Changing World Demands Teachers with more Specialization in Early Grades

According to the Organization for Economic Co-operation and Development (OECD)’s global rankings, U.S. teenagers dipped in all major subject categories between 2009 and 2012, sliding from 11th to 21st in Reading, 20th to 24th in Science, and 25th to 31st in Math.

In order for this trend to reverse, elementary schools, where the foundations of each subject is established, need to adjust to the increasing demands of a changing educational landscape.

During The Great Depression era only half of all 13-17 year-olds attended high school and many of them didn’t graduate.  A select few pursued advanced degrees.  Today, 85-90% of U.S. students receive some post-secondary education.

Although our students’ academic expectations are drastically higher now than they were in the 1920s and 1930s, little has changed in the model by which they receive instruction.

Most elementary school teachers arrive to work at least 15-20 minutes early to prepare for their day.  Over the next eight hours, they teach four or five subjects, grade papers, and respond to 30-45 minutes of administrative and parental emails.

With the exception of emailing, this routine is not all that different than what primary school teachers have been doing for the past 85 years.

By four o’clock, good teachers are physically and emotionally tired, but still have lesson plans to write and/or modify according to the day’s student outcomes.

How they spend their remaining planning time becomes a choice.  Unable to give each lesson the care that it deserves, teachers can choose to focus on some lesson(s) and neglect others or spread the planning evenly.  Either way, some (and possibly all) of their lessons get shortchanged.

Under this structure, elementary school teachers become masters of systematizing and surviving school days within their first couple years on the job, but spend entire careers attempting - and in many cases failing - to become master content educators.

Strong lesson planning is essential to delivering great instruction.  Consistently great instruction is the catalyst of a well-educated student body.  Requiring elementary school teachers to deliver outstanding Math, Language Arts, Social Studies, and Science lessons on a daily basis is unreasonable.  It’s also inefficient use of teachers’ time and energy.

The highly successful Folk Arts Cultural Treasures Charter School (FACTS) in Philadelphia is one of the few schools in the nation that implements Math and Language Arts specialization in first through sixth grades.  Each specialist delivers the same lessons twice/day and thus prepares half as many lessons as their generalist contemporaries in other schools.

FACTS teachers likely spend the same amount of time planning lessons as they would if they were generalists, but with fewer lessons to teach they’re able to plan with greater depth and acuity.  As a result, FACTS students rarely receive a lesson that isn’t thoughtfully prepared by a master educator, or a teacher who is on a fast track to becoming one.
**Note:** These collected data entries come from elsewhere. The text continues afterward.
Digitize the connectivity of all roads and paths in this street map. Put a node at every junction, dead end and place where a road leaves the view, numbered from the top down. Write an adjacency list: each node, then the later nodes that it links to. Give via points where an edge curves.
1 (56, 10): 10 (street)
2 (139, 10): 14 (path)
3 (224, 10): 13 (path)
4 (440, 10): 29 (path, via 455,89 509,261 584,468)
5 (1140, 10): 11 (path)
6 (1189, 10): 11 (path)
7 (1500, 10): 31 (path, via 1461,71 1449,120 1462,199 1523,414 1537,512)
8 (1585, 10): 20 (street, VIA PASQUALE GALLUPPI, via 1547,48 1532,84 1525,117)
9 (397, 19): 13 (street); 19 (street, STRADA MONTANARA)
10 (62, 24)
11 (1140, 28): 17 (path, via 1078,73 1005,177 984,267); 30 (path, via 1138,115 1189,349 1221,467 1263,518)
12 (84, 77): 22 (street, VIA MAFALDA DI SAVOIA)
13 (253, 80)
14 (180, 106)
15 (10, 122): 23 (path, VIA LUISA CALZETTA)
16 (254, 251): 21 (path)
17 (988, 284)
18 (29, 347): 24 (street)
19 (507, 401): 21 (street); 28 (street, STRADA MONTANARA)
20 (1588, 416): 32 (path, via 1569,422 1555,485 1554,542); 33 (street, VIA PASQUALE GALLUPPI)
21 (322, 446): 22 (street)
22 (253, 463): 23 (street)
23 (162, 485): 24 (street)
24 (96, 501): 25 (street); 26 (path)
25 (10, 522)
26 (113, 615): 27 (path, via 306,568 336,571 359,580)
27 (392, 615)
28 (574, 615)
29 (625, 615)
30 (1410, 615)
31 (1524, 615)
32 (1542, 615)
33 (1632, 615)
With fewer teachers influencing Math and Language Arts, professional development is more streamlined, and thus deeper and better focused.  Instruction, in turn, becomes more consistent, leading to greater program coherency across the grade levels.  The end product is superior education.
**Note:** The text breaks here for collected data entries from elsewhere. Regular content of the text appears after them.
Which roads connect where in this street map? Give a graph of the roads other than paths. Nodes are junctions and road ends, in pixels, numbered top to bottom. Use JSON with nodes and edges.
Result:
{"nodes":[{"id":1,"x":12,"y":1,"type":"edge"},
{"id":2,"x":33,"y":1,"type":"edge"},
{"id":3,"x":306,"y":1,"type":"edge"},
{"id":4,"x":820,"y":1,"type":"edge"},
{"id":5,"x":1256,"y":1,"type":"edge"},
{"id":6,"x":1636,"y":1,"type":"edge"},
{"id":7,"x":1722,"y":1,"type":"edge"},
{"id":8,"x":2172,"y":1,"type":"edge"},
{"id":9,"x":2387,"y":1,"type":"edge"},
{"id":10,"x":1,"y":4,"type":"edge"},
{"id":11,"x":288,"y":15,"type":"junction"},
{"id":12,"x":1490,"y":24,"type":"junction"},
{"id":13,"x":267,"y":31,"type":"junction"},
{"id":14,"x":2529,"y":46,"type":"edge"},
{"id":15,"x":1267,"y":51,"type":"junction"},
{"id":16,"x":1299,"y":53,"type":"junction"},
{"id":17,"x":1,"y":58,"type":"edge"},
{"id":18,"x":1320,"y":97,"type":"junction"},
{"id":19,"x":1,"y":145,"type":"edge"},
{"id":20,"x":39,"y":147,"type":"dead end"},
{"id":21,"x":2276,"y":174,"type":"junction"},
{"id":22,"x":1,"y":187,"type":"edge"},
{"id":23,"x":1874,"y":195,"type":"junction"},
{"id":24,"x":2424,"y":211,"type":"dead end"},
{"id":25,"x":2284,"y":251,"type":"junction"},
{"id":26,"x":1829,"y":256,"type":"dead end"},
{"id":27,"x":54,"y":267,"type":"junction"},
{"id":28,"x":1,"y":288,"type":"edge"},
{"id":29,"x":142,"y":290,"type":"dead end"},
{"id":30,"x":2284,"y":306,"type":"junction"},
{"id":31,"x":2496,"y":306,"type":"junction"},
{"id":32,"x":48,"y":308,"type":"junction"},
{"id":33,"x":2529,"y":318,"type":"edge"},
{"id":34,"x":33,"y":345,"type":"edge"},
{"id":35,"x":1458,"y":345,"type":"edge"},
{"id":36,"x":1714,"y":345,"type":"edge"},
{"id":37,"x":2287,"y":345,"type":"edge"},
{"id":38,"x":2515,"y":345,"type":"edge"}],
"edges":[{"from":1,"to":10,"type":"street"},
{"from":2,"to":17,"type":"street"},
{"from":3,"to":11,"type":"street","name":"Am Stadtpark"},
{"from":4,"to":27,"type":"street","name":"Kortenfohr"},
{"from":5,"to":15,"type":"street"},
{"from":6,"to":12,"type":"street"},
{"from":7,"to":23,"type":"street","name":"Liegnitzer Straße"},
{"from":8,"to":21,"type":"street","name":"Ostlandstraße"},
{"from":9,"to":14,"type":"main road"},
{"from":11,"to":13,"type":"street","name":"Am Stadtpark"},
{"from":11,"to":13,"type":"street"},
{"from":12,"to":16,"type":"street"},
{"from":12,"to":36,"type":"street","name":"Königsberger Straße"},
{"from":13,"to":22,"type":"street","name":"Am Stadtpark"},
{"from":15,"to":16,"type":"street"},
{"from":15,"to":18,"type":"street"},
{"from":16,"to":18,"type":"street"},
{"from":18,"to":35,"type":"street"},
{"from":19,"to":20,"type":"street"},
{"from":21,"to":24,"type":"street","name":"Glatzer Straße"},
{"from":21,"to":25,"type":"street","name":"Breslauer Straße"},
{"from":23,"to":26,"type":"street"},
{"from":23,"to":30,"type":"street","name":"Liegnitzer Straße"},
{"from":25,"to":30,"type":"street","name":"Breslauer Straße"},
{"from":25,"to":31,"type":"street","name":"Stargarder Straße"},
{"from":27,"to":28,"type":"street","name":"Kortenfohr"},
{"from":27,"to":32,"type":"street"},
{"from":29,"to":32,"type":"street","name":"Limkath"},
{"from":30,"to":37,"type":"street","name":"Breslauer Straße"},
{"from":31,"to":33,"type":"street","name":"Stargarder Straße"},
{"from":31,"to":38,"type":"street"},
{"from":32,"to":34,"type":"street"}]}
During the early half of the 20th century, the U.S. was shifting from rural, agrarian communities to a more urbanized, industrial way of life.  To meet the demands of a more educated citizenry, progressive educators saw the need to shift from one-room schoolhouses to institutions where children learned exclusively with grade level peers.
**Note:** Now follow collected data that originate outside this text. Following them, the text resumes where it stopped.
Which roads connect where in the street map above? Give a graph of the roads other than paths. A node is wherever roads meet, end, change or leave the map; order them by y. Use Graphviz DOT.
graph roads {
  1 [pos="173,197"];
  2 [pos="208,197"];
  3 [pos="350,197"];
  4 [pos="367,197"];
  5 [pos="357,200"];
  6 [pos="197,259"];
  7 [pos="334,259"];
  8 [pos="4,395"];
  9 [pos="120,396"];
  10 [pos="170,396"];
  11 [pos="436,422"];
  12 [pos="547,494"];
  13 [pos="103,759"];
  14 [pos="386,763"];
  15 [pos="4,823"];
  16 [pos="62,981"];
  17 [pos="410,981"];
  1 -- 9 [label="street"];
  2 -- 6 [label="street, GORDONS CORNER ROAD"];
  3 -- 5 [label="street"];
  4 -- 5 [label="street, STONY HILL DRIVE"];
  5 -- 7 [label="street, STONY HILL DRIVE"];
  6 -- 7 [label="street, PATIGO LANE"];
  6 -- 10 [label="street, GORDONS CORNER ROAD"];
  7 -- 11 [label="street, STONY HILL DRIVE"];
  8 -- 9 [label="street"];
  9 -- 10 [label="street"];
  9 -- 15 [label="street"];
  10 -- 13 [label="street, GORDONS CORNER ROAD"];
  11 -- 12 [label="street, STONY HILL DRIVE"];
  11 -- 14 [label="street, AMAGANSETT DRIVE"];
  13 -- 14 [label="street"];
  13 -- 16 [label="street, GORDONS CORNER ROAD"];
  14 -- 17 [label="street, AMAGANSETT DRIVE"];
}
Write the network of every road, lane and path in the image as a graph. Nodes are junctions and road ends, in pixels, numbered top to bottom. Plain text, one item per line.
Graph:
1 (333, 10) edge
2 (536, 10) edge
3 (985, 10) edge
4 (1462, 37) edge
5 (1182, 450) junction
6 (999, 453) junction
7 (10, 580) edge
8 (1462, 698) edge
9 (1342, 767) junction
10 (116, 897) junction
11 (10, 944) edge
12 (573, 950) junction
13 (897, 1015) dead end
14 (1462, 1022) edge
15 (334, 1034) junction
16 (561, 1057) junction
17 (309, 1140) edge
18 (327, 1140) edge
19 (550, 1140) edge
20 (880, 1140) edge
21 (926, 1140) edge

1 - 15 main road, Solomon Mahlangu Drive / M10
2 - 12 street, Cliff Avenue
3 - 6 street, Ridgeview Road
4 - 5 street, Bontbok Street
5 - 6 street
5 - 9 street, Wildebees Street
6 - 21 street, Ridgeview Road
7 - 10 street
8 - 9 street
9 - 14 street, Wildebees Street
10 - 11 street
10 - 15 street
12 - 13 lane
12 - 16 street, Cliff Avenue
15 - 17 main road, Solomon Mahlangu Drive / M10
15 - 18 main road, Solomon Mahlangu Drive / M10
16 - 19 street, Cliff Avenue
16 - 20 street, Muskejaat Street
It’s time that our school systems again adjust to a changing world.

The 21st century has ushered in a globalized, technological society and - with it – the demand for a more specialized workforce.  If our children are to reach the higher levels of education necessary to fill these jobs, and thus compete in the global marketplace, then elementary school teaching must also become a profession of content experts.

Until this happens, our international rankings aren’t likely to change.